Proteínas de origen animal
¿Cuánta proteína debes consumir al día? Esto es lo que dice la ciencia
Se debe calcular en función de distintos factores como la edad, el ejercicio físico o el género
llevar una alimentación sana y variada es muy importante para gozar de una buena salud. Dentro de las dietas, las proteínas son muy importantes ya que son macronutrientes que cumplen funciones esenciales en nuestro organismo.
Las proteínas cobran un papel fundamental en el mundo de los deportistas, ya que participan en la formación y reparación de los tejidos y tienen un impacto directo en los músculos.
Es común que al ir al gimnasio y seguir una rutina de ejercicios para aumentar la musculación, surja la duda de la cantidad de proteínas que se deben consumir a diario.
Cuanta proteína debes consumir
La cantidad nunca va a ser un número fijo ya que dependerá de factores como: la edad, el género y el nivel de actividad física. No obstante, si existe una recomendación general para saber como empezar.
Según la Organización Mundial de la Salud (OMS) y la Autoridad Europea de Seguridad Alimentaria (EFSA), la ingesta diaria para adultos sanos debe estar alrededor de los 0,8 a 1 gramo de proteína por kilo de peso corporal.
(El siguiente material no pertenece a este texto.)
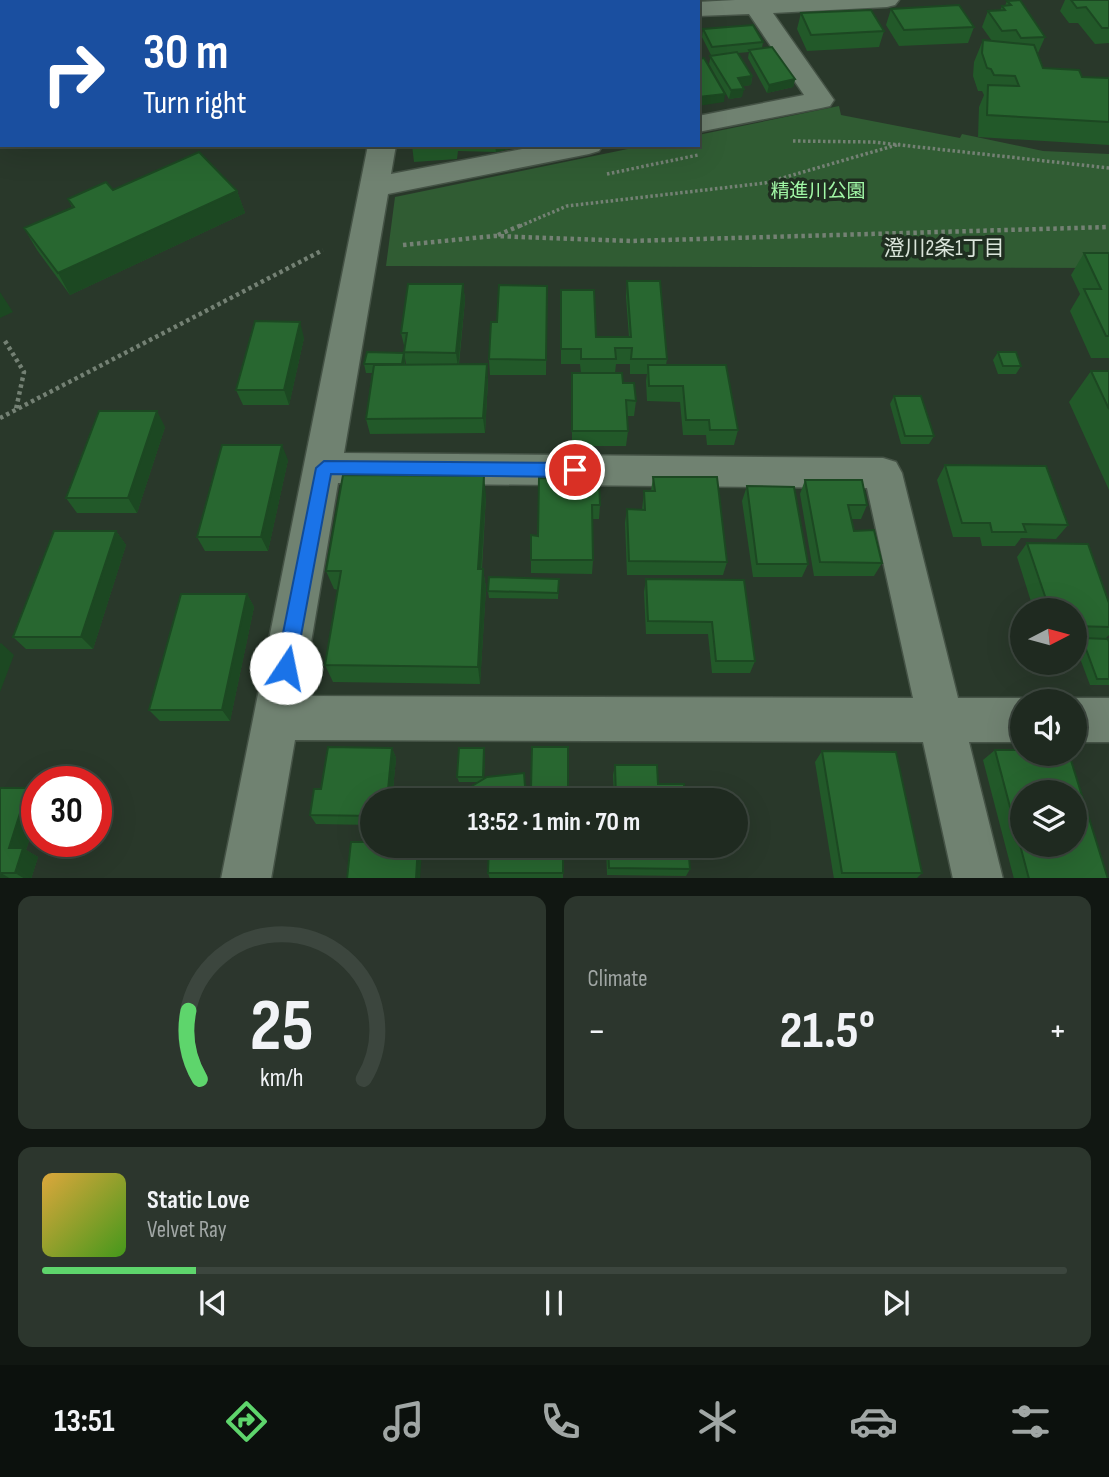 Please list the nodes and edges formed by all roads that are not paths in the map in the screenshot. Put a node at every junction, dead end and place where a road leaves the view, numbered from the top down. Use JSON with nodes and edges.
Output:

Las necesidades proteicas pueden variar según la etapa de la vida o situaciones, por ejemplo las personas mayores requieren una mayor ingesta para prevenir la sarcopenia y evitar la pérdida progresiva de músculo. En estos casos, la Sociedad Europea de Nutrición Clínica y Metabolismo (ESPEN) recomienda ingestas de entre 1 y 1,2 gramos por kg de peso corporal.
En personas que realizan actividad física intensa o entrenamientos de fuerza necesitan un mayor aporte proteico para favorecer el desarrollo muscular. En estos casos se recomiendan entre 1,2 y 2 gramos de proteína por kilo.
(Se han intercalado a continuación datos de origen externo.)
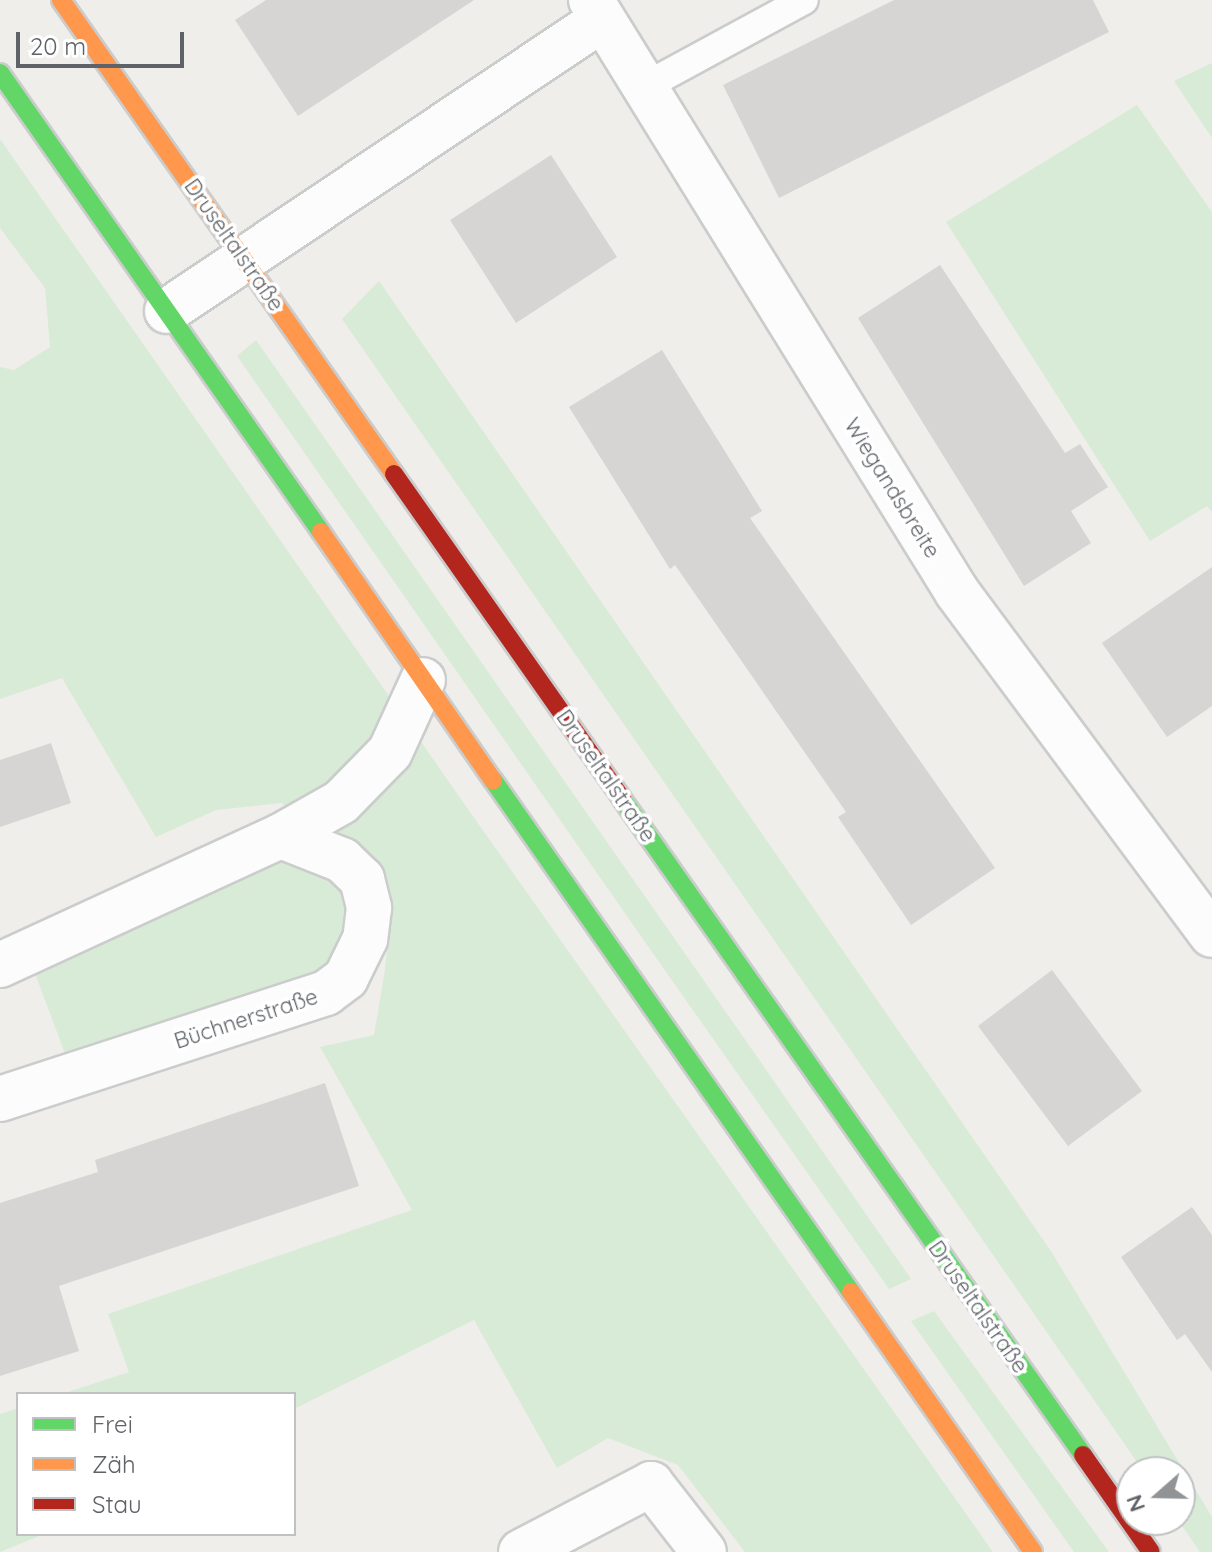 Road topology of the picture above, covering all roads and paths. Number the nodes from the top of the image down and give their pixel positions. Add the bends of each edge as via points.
1 (61, 0) edge
2 (804, 0) edge
3 (596, 10) edge
4 (0, 73) edge
5 (642, 88) junction
6 (245, 260) junction
7 (167, 311) junction
8 (423, 680) junction
9 (281, 836) junction
10 (1212, 935) edge
11 (0, 965) edge
12 (0, 1099) edge
13 (521, 1552) edge
14 (704, 1552) edge
15 (1033, 1552) edge
16 (1151, 1552) edge

1 - 6 main road, Druseltalstraße
2 - 5 lane
3 - 5 street, Wiegandsbreite
3 - 6 street, Wiegandsbreite
4 - 7 main road
5 - 10 street, Wiegandsbreite via 957,592
6 - 7 street, Wiegandsbreite
6 - 16 main road, Druseltalstraße
7 - 8 main road
8 - 9 street via 390,752 341,802
8 - 15 main road
9 - 11 street
9 - 12 street, Büchnerstraße via 342,860 362,879 369,908 365,939 346,978 326,993
13 - 14 street via 651,1484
Durante el embarazo y lactancia, estos datos cambian ya que se necesita aumentar la cantidad de proteínas necesarias para el feto y la producción de leche materna.
Cómo consumir la proteína
Los expertos recomiendan que lo más adecuado es ingerir las proteínas a través de alimentos como son la carne, pescado, huevos y lácteos y no recurrir de forma sistemática a los suplementos.
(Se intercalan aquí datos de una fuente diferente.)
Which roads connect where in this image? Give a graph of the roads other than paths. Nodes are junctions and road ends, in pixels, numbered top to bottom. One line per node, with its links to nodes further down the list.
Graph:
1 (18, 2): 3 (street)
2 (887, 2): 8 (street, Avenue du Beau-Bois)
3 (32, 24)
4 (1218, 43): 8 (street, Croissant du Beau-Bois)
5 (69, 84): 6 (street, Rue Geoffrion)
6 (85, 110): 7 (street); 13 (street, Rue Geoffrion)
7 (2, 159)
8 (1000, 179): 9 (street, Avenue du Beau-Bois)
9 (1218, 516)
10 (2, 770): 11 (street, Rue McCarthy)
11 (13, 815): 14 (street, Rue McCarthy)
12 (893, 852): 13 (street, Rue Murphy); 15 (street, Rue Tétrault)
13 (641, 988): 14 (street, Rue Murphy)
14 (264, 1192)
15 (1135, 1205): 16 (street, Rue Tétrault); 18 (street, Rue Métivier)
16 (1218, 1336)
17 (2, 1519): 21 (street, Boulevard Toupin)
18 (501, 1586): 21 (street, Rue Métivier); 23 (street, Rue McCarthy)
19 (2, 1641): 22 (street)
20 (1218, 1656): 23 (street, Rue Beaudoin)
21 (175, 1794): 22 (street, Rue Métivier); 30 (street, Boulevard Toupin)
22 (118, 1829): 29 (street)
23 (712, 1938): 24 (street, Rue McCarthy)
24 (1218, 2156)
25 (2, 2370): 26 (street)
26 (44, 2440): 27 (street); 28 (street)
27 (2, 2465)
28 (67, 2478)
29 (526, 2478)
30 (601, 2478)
En el caso de las personas que llevan dietas vegetales, se deben buscar las proteínas en alimentos como: legumbres, frutos secos, semillas y cereales integrales.
Se debe tener en cuenta que un consumo excesivo de proteínas, especialmente si estas provienen de suplementos puede suponer un sobreesfuerzo para los riñones.
Para evitar complicaciones, especialmente en personas con patologías previas, las entidades sanitarias recomiendan ajustar la ingesta a las necesidades individuales.